“No go farther,” muttered Kaipi. “Better make fire and sleep. Catch um to-morrow.”
I sat down while the Fijian gathered a pile of rotten wood, but before he could set fire to the heap I was on my feet clawing my way into the darkness in front. From somewhere out of the inky night came the voice of Edith Herndon lifted up in a little Italian melody that I had heard her singing the night we left Levuka. It seemed to me that she suspected my near presence, and that she was singing to guide me to the spot where the party had camped.
Five minutes afterward Kaipi and I stumbled into the circle of light round the fire, and Leith sprang to his feet with a growl of rage.
“What’s this?” he cried. “Who the devil gave you permission to come here?”
“The captain sent me,” I replied, looking straight at the giant as I fired the lie at him. “The carriers forgot Professor Herndon’s camera, and Captain Newmarch sent Kaipi and me after you.”
Leith’s mutterings were drowned by the scientist’s cries of joy as he took the camera from my hand, and the big brute had time to recover himself before the Professor had stopped chattering. I guessed that he reasoned that it would be bad policy to show that he was angry at my arrival, while the camera partly convinced him that I had told the truth. His surprise and the Professor’s evident pleasure made me think it an opportune moment to put forward a request to stay with the party, and I put my wish into words.
“Captain Newmarch said that Kaipi and I might go along if you and Professor Herndon had no objections,” I lied. “He thought we would prove useful.”
Leith scowled angrily, but the Professor gave an immediate assent to the request. His short-sightedness prevented him from noticing the frown which passed over the face of his partner, but the sour look fled immediately the two girls expressed a desire to keep me in the party.

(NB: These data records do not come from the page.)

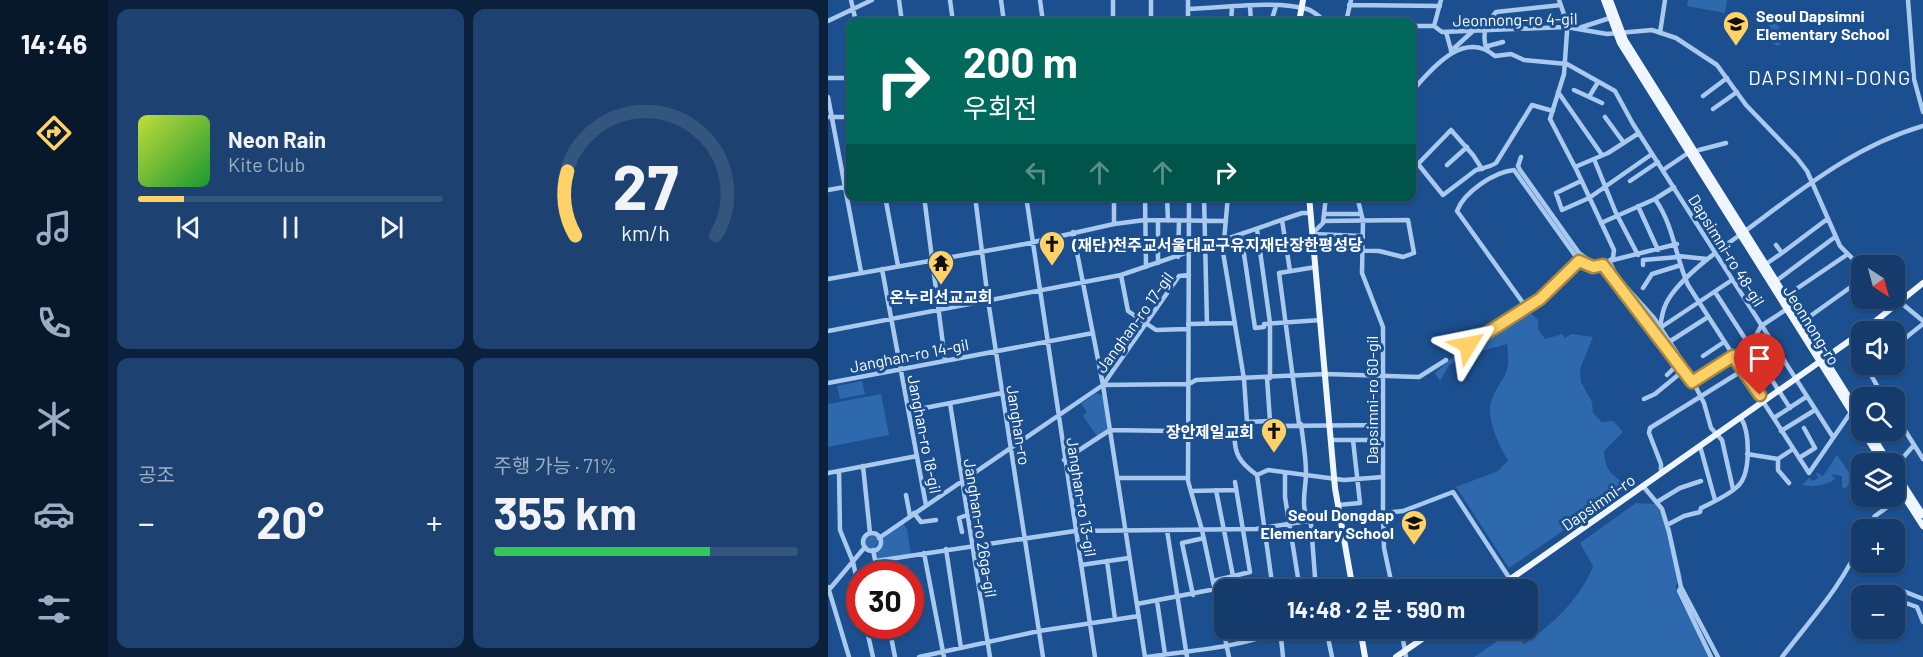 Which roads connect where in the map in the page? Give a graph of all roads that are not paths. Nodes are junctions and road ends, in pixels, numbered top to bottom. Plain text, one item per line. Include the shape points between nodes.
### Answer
1 (850, 0) edge
2 (872, 0) edge
3 (899, 0) edge
4 (950, 0) edge
5 (1001, 0) edge
6 (1040, 0) edge
7 (1113, 0) edge
8 (1151, 0) edge
9 (1188, 0) edge
10 (1303, 0) edge
11 (1604, 0) edge
12 (1610, 0) edge
13 (1665, 0) edge
14 (1908, 0) edge
15 (1402, 2) edge
16 (1560, 2) edge
17 (1350, 3) edge
18 (1441, 3) edge
19 (1276, 6) junction
20 (1250, 7) junction
21 (1232, 8) junction
22 (1302, 8) junction
23 (855, 9) junction
24 (1188, 9) junction
25 (856, 18) edge
26 (901, 18) edge
27 (952, 18) edge
28 (1003, 18) edge
29 (1042, 18) edge
30 (1113, 18) edge
31 (1151, 18) edge
32 (1188, 18) edge
33 (1231, 18) edge
34 (1251, 18) edge
35 (1272, 18) edge
36 (1300, 18) edge
37 (1321, 18) edge
38 (1347, 18) edge
39 (1610, 18) junction
40 (828, 21) edge
41 (1416, 26) edge
42 (1434, 26) junction
43 (1566, 27) junction
44 (1577, 28) junction
45 (1484, 30) junction
46 (1473, 31) junction
47 (1446, 32) junction
48 (1619, 32) junction
49 (1660, 33) junction
50 (1503, 42) dead end
51 (1487, 50) junction
52 (1451, 51) junction
53 (1564, 65) junction
54 (828, 78) edge
55 (846, 78) edge
56 (1727, 78) junction
57 (1598, 82) junction
58 (1416, 87) edge
59 (1574, 90) dead end
60 (1558, 92) junction
61 (1737, 92) junction
62 (1703, 96) dead end
63 (828, 97) edge
64 (1589, 97) junction
65 (1602, 103) dead end
66 (1713, 109) dead end
67 (1553, 111) junction
68 (1923, 112) edge
69 (830, 117) edge
70 (846, 117) edge
71 (1605, 117) dead end
72 (1923, 126) edge
73 (1639, 133) junction
74 (1624, 143) junction
75 (1726, 143) dead end
76 (1467, 147) junction
77 (1693, 151) junction
78 (1652, 154) junction
79 (1602, 155) junction
80 (1521, 157) dead end
81 (1594, 159) junction
82 (1658, 162) junction
83 (1447, 165) dead end
84 (1575, 167) junction
85 (1482, 169) junction
86 (1663, 170) junction
87 (846, 179) edge
88 (1581, 181) junction
89 (1630, 181) dead end
90 (1810, 181) junction
91 (1605, 185) junction
92 (846, 187) edge
93 (1674, 187) junction
94 (828, 190) edge
95 (1589, 198) junction
96 (1655, 199) junction
97 (850, 201) edge
98 (886, 201) edge
99 (925, 201) edge
100 (976, 201) edge
101 (1027, 201) edge
102 (1114, 201) edge
103 (1145, 201) edge
104 (1167, 201) edge
105 (1189, 201) edge
106 (1204, 201) edge
107 (1228, 201) edge
108 (1309, 201) edge
109 (1325, 201) edge
110 (1357, 201) edge
111 (1638, 206) junction
112 (1310, 213) junction
113 (1324, 214) junction
114 (1361, 214) junction
115 (1619, 215) junction
116 (1145, 220) junction
117 (1203, 220) junction
118 (1282, 220) junction
119 (1826, 220) junction
120 (1158, 221) junction
121 (1168, 221) junction
122 (1179, 221) junction
123 (1189, 221) junction
124 (1226, 221) junction
125 (1323, 221) junction
126 (1363, 221) junction
127 (1601, 223) junction
128 (1114, 224) junction
129 (1257, 229) junction
130 (1073, 232) junction
131 (1741, 233) junction
132 (1241, 234) junction
133 (1312, 234) junction
134 (1363, 236) junction
135 (1835, 237) junction
136 (1031, 240) junction
137 (1224, 241) junction
138 (1677, 244) junction
139 (1776, 245) dead end
140 (1205, 248) junction
141 (1314, 249) junction
142 (1362, 250) junction
143 (1658, 250) junction
144 (982, 252) junction
145 (1714, 252) junction
146 (1782, 253) junction
147 (1189, 254) junction
148 (1848, 254) junction
149 (1638, 255) junction
150 (1178, 257) junction
151 (1678, 257) junction
152 (1851, 257) edge
153 (1707, 259) junction
154 (932, 260) junction
155 (1579, 261) junction
156 (1609, 261) junction
157 (1158, 263) junction
158 (1766, 264) junction
159 (1643, 265) dead end
160 (1681, 265) junction
161 (898, 266) junction
162 (1600, 266) junction
163 (1146, 267) junction
164 (1316, 267) junction
165 (882, 269) junction
166 (1290, 271) junction
167 (861, 272) junction
168 (1121, 275) junction
169 (1189, 275) junction
170 (828, 279) edge
171 (1732, 280) junction
172 (1686, 281) junction
173 (1776, 281) junction
174 (1083, 283) junction
175 (1923, 284) edge
176 (1851, 287) edge
177 (1642, 288) dead end
178 (1038, 292) junction
179 (1715, 292) junction
180 (1786, 296) junction
181 (1905, 298) edge
182 (988, 300) junction
183 (1699, 302) junction
184 (1905, 305) edge
185 (1527, 307) junction
186 (1787, 309) junction
187 (1891, 309) edge
188 (938, 310) junction
189 (1708, 317) junction
190 (891, 319) junction
191 (1321, 320) junction
192 (1876, 321) edge
193 (1802, 322) junction
194 (1235, 323) junction
195 (1270, 323) junction
196 (1286, 323) junction
197 (1923, 323) edge
198 (1146, 324) junction
199 (1207, 324) junction
200 (1761, 326) junction
201 (1188, 327) junction
202 (1660, 328) junction
203 (828, 331) edge
204 (1093, 333) junction
205 (1905, 338) edge
206 (1046, 340) junction
207 (1851, 340) edge
208 (1669, 342) junction
209 (1724, 342) junction
210 (1468, 345) dead end
211 (1750, 346) junction
212 (995, 350) junction
213 (1703, 356) dead end
214 (1733, 356) junction
215 (945, 360) junction
216 (1446, 360) dead end
217 (1822, 361) junction
218 (1677, 365) junction
219 (1741, 367) junction
220 (901, 368) junction
221 (1683, 371) junction
222 (1326, 374) junction
223 (1383, 375) junction
224 (1667, 375) dead end
225 (1291, 376) junction
226 (1269, 378) junction
227 (1244, 379) junction
228 (1796, 380) junction
229 (1692, 382) junction
230 (828, 383) edge
231 (1189, 384) junction
232 (1103, 385) junction
233 (1779, 392) junction
234 (1002, 393) junction
235 (1806, 397) junction
236 (1702, 398) junction
237 (1644, 399) dead end
238 (1763, 403) junction
239 (950, 404) junction
240 (1851, 407) edge
241 (1790, 408) junction
242 (1815, 410) junction
243 (909, 411) junction
244 (1851, 413) edge
245 (1057, 415) junction
246 (1741, 418) junction
247 (1774, 418) junction
248 (1270, 421) junction
249 (1247, 422) junction
250 (1300, 424) junction
251 (1330, 425) junction
252 (1383, 425) junction
253 (1804, 428) dead end
254 (1110, 430) junction
255 (1189, 430) junction
256 (1781, 431) junction
257 (1905, 431) edge
258 (1235, 432) junction
259 (1717, 435) junction
260 (1833, 437) junction
261 (1353, 440) junction
262 (1383, 440) junction
263 (1331, 441) junction
264 (1914, 445) junction
265 (1700, 446) junction
266 (1010, 447) junction
267 (1793, 449) junction
268 (1747, 454) junction
269 (917, 456) junction
270 (1905, 456) edge
271 (1799, 458) junction
272 (1778, 459) junction
273 (1923, 459) edge
274 (1064, 460) junction
275 (863, 466) junction
276 (838, 471) junction
277 (828, 473) edge
278 (1285, 473) junction
279 (1661, 473) junction
280 (1257, 475) junction
281 (1306, 476) junction
282 (1383, 477) junction
283 (1117, 478) junction
284 (1188, 478) junction
285 (1334, 478) junction
286 (1357, 479) junction
287 (962, 480) junction
288 (1701, 481) dead end
289 (1235, 482) dead end
290 (1789, 483) dead end
291 (1643, 486) junction
292 (1733, 489) junction
293 (1216, 490) junction
294 (1236, 490) junction
295 (1191, 491) junction
296 (1906, 494) junction
297 (906, 495) dead end
298 (1715, 500) junction
299 (1657, 502) junction
300 (926, 505) junction
301 (1338, 505) junction
302 (1383, 514) junction
303 (912, 515) junction
304 (967, 515) junction
305 (1923, 515) edge
306 (1340, 517) junction
307 (1873, 519) edge
308 (936, 520) dead end
309 (1308, 521) junction
310 (1290, 524) junction
311 (1667, 525) junction
312 (1923, 526) edge
313 (1264, 528) junction
314 (1125, 529) junction
315 (1241, 529) junction
316 (1167, 530) junction
317 (1202, 530) junction
318 (1223, 530) junction
319 (1075, 531) junction
320 (962, 532) dead end
321 (870, 533) junction
322 (879, 538) junction
323 (1025, 538) junction
324 (1204, 538) junction
325 (972, 545) junction
326 (865, 547) junction
327 (946, 549) junction
328 (873, 550) junction
329 (924, 553) junction
330 (1129, 558) junction
331 (853, 561) edge
332 (854, 561) edge
333 (876, 561) joint
334 (1107, 561) junction
335 (1851, 564) edge
336 (1081, 565) junction
337 (846, 570) edge
338 (1233, 576) junction
339 (1272, 579) edge
340 (1298, 579) edge
341 (1315, 579) edge
342 (1351, 579) edge
343 (1391, 579) edge
344 (1510, 579) joint
345 (1213, 581) junction
346 (1214, 586) edge
347 (1681, 587) junction
348 (828, 589) edge
349 (1214, 590) edge
350 (1905, 591) edge
351 (1193, 595) junction
352 (1178, 597) junction
353 (1923, 599) edge
354 (1157, 600) junction
355 (1905, 603) edge
356 (1137, 604) junction
357 (1138, 616) junction
358 (1115, 619) junction
359 (1923, 620) edge
360 (1090, 623) junction
361 (1039, 632) junction
362 (870, 639) edge
363 (892, 639) edge
364 (1225, 639) edge
365 (1254, 639) edge
366 (1281, 639) edge
367 (1328, 639) edge
368 (1361, 639) edge
369 (1403, 639) edge
370 (1424, 639) edge
371 (987, 642) junction
372 (1226, 645) junction
373 (961, 648) junction
374 (943, 654) edge
375 (1165, 654) junction
376 (1187, 654) edge
377 (1406, 654) edge
378 (849, 657) edge
379 (873, 657) edge
380 (895, 657) edge
381 (920, 657) edge
382 (990, 657) edge
383 (1043, 657) edge
384 (1095, 657) edge
385 (1146, 657) edge
386 (1229, 657) edge
387 (1282, 657) edge
388 (1332, 657) edge
389 (1365, 657) edge
390 (1396, 657) edge
391 (1711, 657) edge
392 (1718, 657) edge
393 (1782, 657) edge

1 - 23 street
2 - 23 street
3 - 26 street
4 - 27 street
5 - 28 street
6 - 29 street
7 - 30 street
8 - 31 street
9 - 24 street
10 - 22 main road
11 - 39 main road, Jeonnong-ro
12 - 48 main road, Jeonnong-ro
13 - 49 street
14 - 68 street via 1914,79
15 - 17 street
15 - 18 street
16 - 43 street
16 - 45 street via 1496,12
17 - 38 street
18 - 42 street
19 - 20 street
19 - 22 street
19 - 35 street
20 - 21 street
20 - 34 street
21 - 24 street
21 - 33 street
22 - 36 main road
22 - 37 street
23 - 25 street
23 - 40 street
24 - 32 street
39 - 44 street
39 - 48 main road, Jeonnong-ro
41 - 42 street, Jeonnong-ro 4-gil
42 - 47 street, Jeonnong-ro 4-gil
43 - 44 street, Jeonnong-ro 4-gil
43 - 45 street, Jeonnong-ro 4-gil
43 - 53 street
44 - 48 street, Jeonnong-ro 4-gil
45 - 46 street, Jeonnong-ro 4-gil
45 - 51 street
46 - 47 street, Jeonnong-ro 4-gil
46 - 52 street
47 - 52 street
48 - 49 street, Jeonnong-ro 4-gil via 1642,29
48 - 77 main road, Jeonnong-ro
49 - 56 street, Jeonnong-ro 4-gil via 1676,38 1717,65
50 - 51 street via 1488,46
51 - 52 street
51 - 53 street, Dapsimni-ro 48-gil via 1495,56 1511,54 1524,60
52 - 58 street
53 - 57 street, Dapsimni-ro 48-gil
53 - 60 street
54 - 55 street
56 - 61 street, Jeonnong-ro 4-gil
56 - 62 street
57 - 64 street
57 - 73 street, Dapsimni-ro 48-gil via 1615,91
59 - 64 street
60 - 67 street
60 - 79 street
61 - 66 street
61 - 90 street, Jeonnong-ro 4-gil via 1797,158
63 - 69 street
64 - 65 street
67 - 84 street via 1550,119
67 - 85 street via 1532,105 1496,163
69 - 70 street
69 - 87 street
71 - 74 street
72 - 90 street via 1900,132 1851,155
73 - 74 street
73 - 78 street, Dapsimni-ro 48-gil
74 - 79 street
75 - 77 street
76 - 83 street
76 - 85 street
76 - 85 street via 1451,130 1418,164 1443,195
77 - 86 street
77 - 131 main road, Jeonnong-ro
78 - 82 street, Dapsimni-ro 48-gil
78 - 91 street
79 - 81 street
80 - 162 street via 1520,170 1579,253
81 - 84 street
81 - 91 street
82 - 86 street, Dapsimni-ro 48-gil
82 - 89 street
84 - 88 street
86 - 93 street, Dapsimni-ro 48-gil
88 - 95 street
88 - 95 street via 1556,193 1562,210
90 - 119 street, Jeonnong-ro 4-gil
90 - 131 street
91 - 95 street
91 - 115 street
92 - 94 street
93 - 96 street
93 - 145 street, Dapsimni-ro 48-gil
95 - 127 street
96 - 111 street
96 - 138 street
97 - 167 street
98 - 161 street
99 - 154 street
100 - 144 street, Janghan-ro
101 - 136 street, Janghan-ro 13-gil
102 - 128 street
103 - 116 street
104 - 121 street
105 - 123 street
106 - 117 street
107 - 124 street
108 - 112 main road
109 - 113 street
110 - 114 street, Dapsimni-ro 60-gil
111 - 115 street
111 - 143 street
112 - 118 street
112 - 133 main road
113 - 114 street
113 - 125 street
114 - 126 street, Dapsimni-ro 60-gil
115 - 127 street
115 - 149 street
116 - 120 street
116 - 128 street
116 - 163 street
117 - 123 street
117 - 124 street
117 - 140 street
118 - 129 street
118 - 166 street
119 - 135 street, Jeonnong-ro 4-gil
119 - 146 street
120 - 121 street
120 - 157 street
121 - 122 street
122 - 123 street
122 - 150 street
123 - 147 street
124 - 137 street
125 - 126 street
125 - 133 street
126 - 134 street, Dapsimni-ro 60-gil
126 - 142 street via 1408,220 1414,254 1403,257
127 - 156 street via 1614,250
128 - 130 street
129 - 132 street
129 - 195 street
130 - 136 street
130 - 174 street
131 - 145 street
131 - 158 main road, Jeonnong-ro
131 - 186 main road, Jeonnong-ro
132 - 137 street
132 - 195 street via 1255,328
133 - 134 street
133 - 141 main road
134 - 142 street, Dapsimni-ro 60-gil
135 - 148 street, Jeonnong-ro 4-gil
135 - 173 street, Jeonnong-ro
136 - 144 street
136 - 178 street, Janghan-ro 13-gil
137 - 140 street
137 - 194 street
138 - 143 street
138 - 151 street
139 - 146 street
140 - 147 street
140 - 199 street
141 - 142 street
141 - 164 main road
142 - 223 street, Dapsimni-ro 60-gil via 1362,273 1383,327
143 - 149 street
144 - 154 street
144 - 182 street, Janghan-ro
145 - 153 street
145 - 171 street, Dapsimni-ro 48-gil
146 - 158 street
147 - 150 street
147 - 169 street
148 - 152 street, Jeonnong-ro 4-gil
148 - 180 street, Jeonnong-ro
149 - 156 street
150 - 157 street
151 - 153 street
151 - 159 street via 1643,260
151 - 160 street
153 - 172 street
154 - 161 street
154 - 188 street
155 - 162 street
155 - 185 street
155 - 185 street via 1514,170 1503,171 1460,202 1457,211 1521,304
156 - 162 street
156 - 202 street via 1617,277
157 - 163 street
158 - 173 main road, Jeonnong-ro
160 - 172 street
160 - 177 street via 1652,274
161 - 165 street
162 - 218 street via 1642,314
163 - 168 street
164 - 166 street
164 - 191 main road
165 - 167 street
165 - 190 street, Janghan-ro 18-gil
166 - 196 street via 1279,273
167 - 170 street
168 - 174 street
168 - 198 street via 1128,311
169 - 198 street, Janghan-ro 17-gil via 1179,276
169 - 201 street
171 - 179 street
171 - 200 street, Dapsimni-ro 48-gil
172 - 183 street
172 - 202 street via 1665,304
173 - 180 main road, Jeonnong-ro
174 - 178 street
174 - 204 street
175 - 181 main road, Dapsimni-ro
176 - 193 street, Jeonnong-ro
178 - 182 street
178 - 206 street, Janghan-ro 13-gil
179 - 183 street
179 - 211 street
180 - 193 main road, Jeonnong-ro
182 - 188 street
182 - 212 street, Janghan-ro
183 - 189 street
183 - 202 street
184 - 197 street
185 - 210 street
186 - 200 street
186 - 217 main road, Jeonnong-ro
187 - 192 main road, Dapsimni-ro
188 - 190 street
188 - 215 street
189 - 208 street
189 - 209 street
190 - 203 street
190 - 220 street, Janghan-ro 18-gil
191 - 196 street
191 - 222 main road
193 - 217 main road, Jeonnong-ro
194 - 199 street
194 - 227 street
195 - 196 street
195 - 226 street
196 - 225 street
197 - 205 street
198 - 201 street via 1156,330
198 - 232 street, Janghan-ro 17-gil
199 - 201 street
200 - 211 street
200 - 228 street, Dapsimni-ro 48-gil
201 - 231 street
202 - 208 street
204 - 206 street
204 - 232 street
206 - 212 street
206 - 245 street, Janghan-ro 13-gil
207 - 217 main road, Dapsimni-ro
208 - 221 street
209 - 213 street
209 - 214 street
211 - 219 street
211 - 233 street
212 - 215 street, Janghan-ro 14-gil
212 - 234 street, Janghan-ro
214 - 219 street
214 - 229 street
215 - 220 street, Janghan-ro 14-gil
216 - 223 street via 1419,377
217 - 228 main road, Dapsimni-ro
217 - 240 main road, Jeonnong-ro
218 - 221 street
218 - 224 street
219 - 236 street via 1740,372
219 - 238 street
220 - 230 street, Janghan-ro 14-gil
220 - 243 street, Janghan-ro 18-gil
221 - 229 street
221 - 237 street
222 - 223 street
222 - 225 street
222 - 251 main road
223 - 252 street, Dapsimni-ro 60-gil
225 - 226 street
225 - 250 street
226 - 227 street
226 - 248 street
227 - 231 street via 1196,380
227 - 249 street
228 - 233 main road, Dapsimni-ro
228 - 235 street
229 - 236 street
231 - 232 street
231 - 255 street
232 - 245 street, Janghan-ro 17-gil
232 - 254 street
233 - 238 main road, Dapsimni-ro
233 - 241 street
234 - 239 street
234 - 266 street, Janghan-ro
235 - 241 street
235 - 242 street
236 - 259 street
236 - 279 street via 1650,428
238 - 246 main road, Dapsimni-ro
238 - 247 street
239 - 243 street
239 - 287 street, Janghan-ro 26ga-gil
241 - 247 street
242 - 256 street
242 - 260 street
243 - 269 street, Janghan-ro 18-gil
244 - 260 street
245 - 266 street, Janghan-ro 17-gil
245 - 274 street, Janghan-ro 13-gil
246 - 259 main road, Dapsimni-ro
246 - 268 street via 1749,441
247 - 256 street
248 - 249 street
248 - 250 street via 1275,426
249 - 258 street
250 - 251 street
250 - 281 street
251 - 252 street
251 - 263 main road
252 - 262 street, Dapsimni-ro 60-gil
253 - 271 street via 1815,447
254 - 255 street
254 - 274 street
254 - 283 street
255 - 258 street
255 - 284 street
256 - 267 street
257 - 264 street
258 - 280 street via 1237,457
259 - 265 main road, Dapsimni-ro
259 - 292 street via 1722,440
260 - 271 street via 1809,473
261 - 262 street
261 - 263 street
261 - 286 street
262 - 282 street, Dapsimni-ro 60-gil
263 - 285 main road
264 - 270 street
264 - 273 street
265 - 279 main road, Dapsimni-ro
265 - 298 street
266 - 287 street, Janghan-ro 18-gil
266 - 323 street, Janghan-ro
267 - 271 street
267 - 272 street
268 - 272 street
268 - 292 street via 1743,479
269 - 275 street
269 - 300 street, Janghan-ro 18-gil
272 - 290 street via 1778,470
274 - 319 street, Janghan-ro 13-gil
275 - 276 street
275 - 321 street
276 - 277 street
276 - 331 street via 840,530
278 - 280 street via 1268,470
278 - 281 street
278 - 310 street
279 - 291 main road, Dapsimni-ro
280 - 313 street
281 - 285 street
281 - 309 street via 1304,509
282 - 286 street
282 - 302 street, Dapsimni-ro 60-gil
283 - 284 street
283 - 314 street
284 - 295 street
285 - 286 street
285 - 301 main road
286 - 301 street via 1360,503
287 - 300 street, Janghan-ro 18-gil
287 - 304 street, Janghan-ro 26ga-gil
288 - 299 street
289 - 294 street
291 - 299 street
291 - 344 main road, Dapsimni-ro
292 - 298 street
293 - 294 street
293 - 295 street
293 - 318 street
294 - 315 street
295 - 317 street
296 - 305 main road
296 - 307 street
296 - 312 main road
297 - 303 street
298 - 311 street via 1701,508 1700,513
299 - 311 street
300 - 303 street, Janghan-ro 18-gil
301 - 306 main road
302 - 306 street
302 - 343 street, Dapsimni-ro 60-gil
302 - 344 street via 1403,511 1453,492
303 - 308 street via 921,522
303 - 322 street, Janghan-ro 18-gil
304 - 320 street via 959,518
304 - 325 street, Janghan-ro 26ga-gil
306 - 309 street
306 - 342 main road
309 - 310 street
309 - 341 street
310 - 313 street
310 - 340 street
311 - 347 street
313 - 315 street
313 - 339 street
314 - 316 street
314 - 319 street
314 - 330 street
315 - 318 street
315 - 338 street via 1250,572
316 - 317 street
316 - 352 street
317 - 318 street
317 - 324 street
318 - 338 street
319 - 323 street
319 - 336 street, Janghan-ro 13-gil
321 - 322 street
321 - 326 street via 864,539
322 - 328 street via 879,546
323 - 325 street
323 - 361 street, Janghan-ro
324 - 345 street
324 - 351 street via 1182,543
325 - 327 street
325 - 371 street, Janghan-ro 26ga-gil
326 - 328 street
326 - 332 street
327 - 329 street
327 - 373 street
328 - 333 street
329 - 333 street
329 - 374 street
330 - 334 street
330 - 356 street
334 - 336 street
334 - 358 street
335 - 393 street
336 - 360 street, Janghan-ro 13-gil
337 - 348 street
338 - 345 street
345 - 346 street
347 - 391 street via 1681,599
347 - 392 street
348 - 378 street
349 - 351 street
350 - 353 street
351 - 352 street
352 - 354 street
352 - 376 street
354 - 356 street
354 - 375 street
355 - 359 street via 1917,607
356 - 357 street
357 - 358 street
357 - 385 street
358 - 360 street
360 - 361 street
360 - 384 street, Janghan-ro 13-gil
361 - 371 street
361 - 383 street, Janghan-ro
362 - 379 street
363 - 380 street
364 - 372 street
365 - 372 street
366 - 387 street
367 - 388 street
368 - 389 main road
369 - 377 street
370 - 377 main road
371 - 373 street
371 - 382 street, Janghan-ro 26ga-gil
372 - 376 street
372 - 386 street
373 - 374 street
374 - 381 street
375 - 376 street
375 - 385 street
377 - 390 main road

“Oh, please let Mr. Verslun come,” cried Miss Barbara. “It will make it ever so much more pleasant.”
“I was thinking of the stock of food,” growled Leith, as if attempting to explain his evident displeasure.
“I’ll go on half measure and let Mr. Verslun have the other half,” laughed Holman.
“And he can have some of mine,” cried Miss Barbara.
“And mine,” murmured Edith.
Leith grinned as he noted the feeling of the party. It would not be diplomatic to go against the wishes of all, and he knew it. With a wave of his hand he ordered Kaipi to the fire where Soma and the other five islanders were sitting, and nodded his head as an intimation that I could stay.
“By the way,” he growled, as I fell upon the plate of tinned salmon which Edith Herndon handed to me, “who was doing the shooting this afternoon?”
“I was,” I replied. “I fired my revolver half a dozen times when we got off the trail and couldn’t find our way back to it. I thought on account of the way that the path wound in and out that your party might be near the spot where we were bushed.”